= Dataset records =
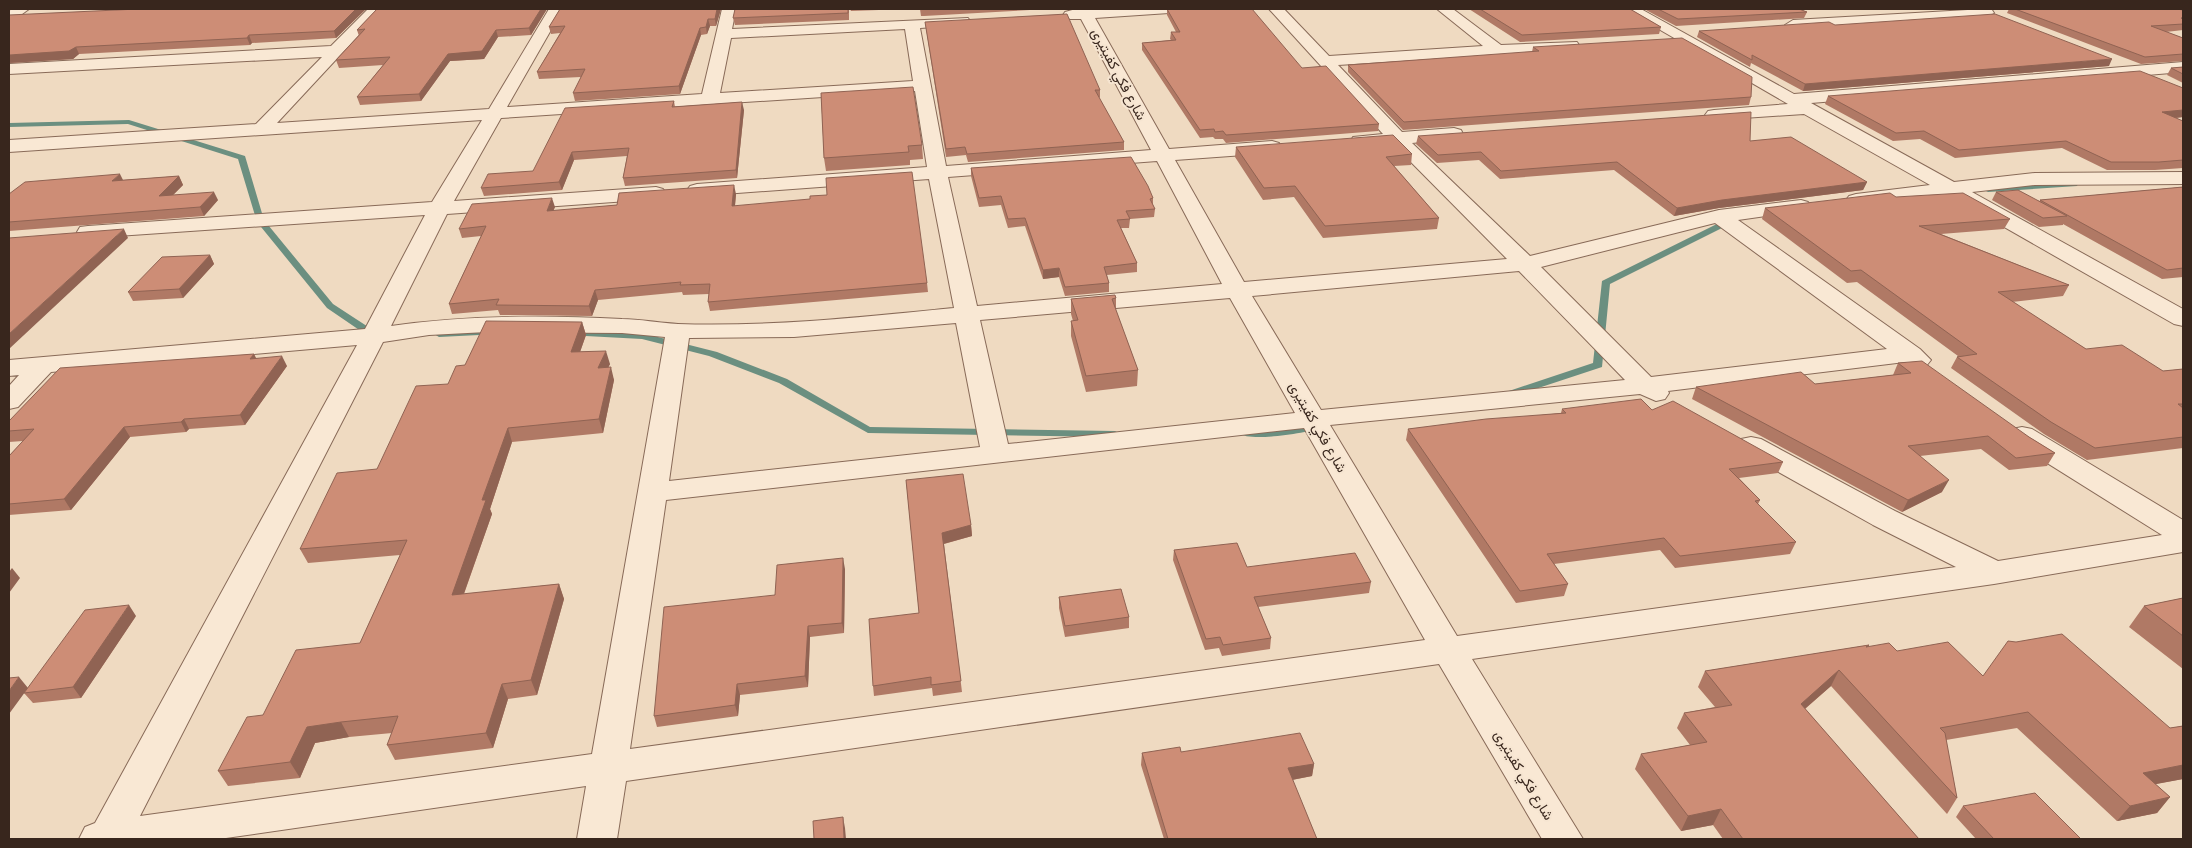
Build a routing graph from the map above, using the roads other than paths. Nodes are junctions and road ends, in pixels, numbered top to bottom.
1 (22, 9) edge
2 (376, 9) edge
3 (556, 9) edge
4 (729, 9) edge
5 (1169, 9) edge
6 (1276, 9) edge
7 (1444, 9) edge
8 (1631, 9) edge
9 (1802, 9) edge
10 (1084, 11) edge
11 (1982, 11) edge
12 (39, 15) edge
13 (9, 16) edge
14 (1057, 16) edge
15 (980, 20) edge
16 (2004, 20) edge
17 (1832, 23) junction
18 (912, 24) junction
19 (1783, 26) edge
20 (1703, 31) edge
21 (724, 34) junction
22 (1678, 35) junction
23 (1653, 40) edge
24 (1586, 44) edge
25 (1498, 50) junction
26 (335, 51) junction
27 (2103, 57) edge
28 (1326, 62) junction
29 (2183, 67) edge
30 (9, 69) edge
31 (2138, 70) junction
32 (2165, 83) edge
33 (922, 85) junction
34 (710, 99) junction
35 (1801, 104) junction
36 (493, 113) junction
37 (1691, 117) edge
38 (260, 129) junction
39 (1475, 133) edge
40 (1397, 138) junction
41 (1338, 142) edge
42 (9, 146) edge
43 (1289, 146) edge
44 (1162, 154) junction
45 (938, 171) junction
46 (2183, 178) edge
47 (2160, 179) junction
48 (1951, 188) junction
49 (2183, 190) edge
50 (439, 208) junction
51 (1719, 216) junction
52 (67, 234) edge
53 (1525, 264) junction
54 (1236, 288) junction
55 (966, 313) junction
56 (2183, 320) edge
57 (678, 331) junction
58 (374, 336) junction
59 (1911, 354) junction
60 (42, 365) junction
61 (9, 368) edge
62 (1941, 376) edge
63 (1645, 386) junction
64 (9, 401) edge
65 (1679, 405) edge
66 (1313, 419) junction
67 (2002, 420) edge
68 (1730, 433) edge
69 (996, 454) junction
70 (651, 492) junction
71 (2183, 534) edge
72 (2183, 542) edge
73 (1994, 573) junction
74 (1448, 650) junction
75 (608, 766) junction
76 (104, 839) edge
77 (597, 839) edge
78 (1563, 839) edge

1 - 13 street
2 - 26 street
3 - 36 street
4 - 21 street
5 - 10 street
6 - 28 street
7 - 25 street
8 - 22 street
9 - 17 street
10 - 14 street
10 - 44 street, شارع فكي كفيتيرى
11 - 16 street
11 - 17 street
12 - 13 street
15 - 18 street
17 - 19 street
18 - 21 street
18 - 33 street
20 - 22 street
21 - 34 street
22 - 23 street
22 - 35 street
24 - 25 street
25 - 28 street
26 - 30 street
26 - 38 street
27 - 31 street
28 - 40 street
29 - 31 street
31 - 32 street
31 - 35 street
33 - 34 street
33 - 45 street
34 - 36 street
35 - 37 street
35 - 48 street
36 - 38 street
36 - 50 street
38 - 42 street
39 - 40 street
40 - 41 street
40 - 53 street
43 - 44 street
44 - 45 street
44 - 54 street, شارع فكي كفيتيرى
45 - 50 street
45 - 55 street
46 - 47 street
47 - 48 street
47 - 49 street
48 - 51 street
48 - 56 street
50 - 52 street
50 - 58 street
51 - 53 street
51 - 59 street
53 - 54 street
53 - 63 street
54 - 55 street
54 - 66 street, شارع فكي كفيتيرى
55 - 57 street
55 - 69 street
57 - 58 street
57 - 70 street
58 - 60 street
58 - 76 street
59 - 62 street
59 - 63 street
60 - 61 street
60 - 64 street
63 - 65 street
63 - 66 street
66 - 69 street
66 - 74 street, شارع فكي كفيتيرى
67 - 71 street
68 - 73 street
69 - 70 street
70 - 75 street
72 - 73 street
73 - 74 street
74 - 75 street
74 - 78 street, شارع فكي كفيتيرى
75 - 76 street
75 - 77 street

= Aim of the task =
Filter the material above down to the lines that hold the word "شارع".

= Result of the task =
10 - 44 street, شارع فكي كفيتيرى
44 - 54 street, شارع فكي كفيتيرى
54 - 66 street, شارع فكي كفيتيرى
66 - 74 street, شارع فكي كفيتيرى
74 - 78 street, شارع فكي كفيتيرى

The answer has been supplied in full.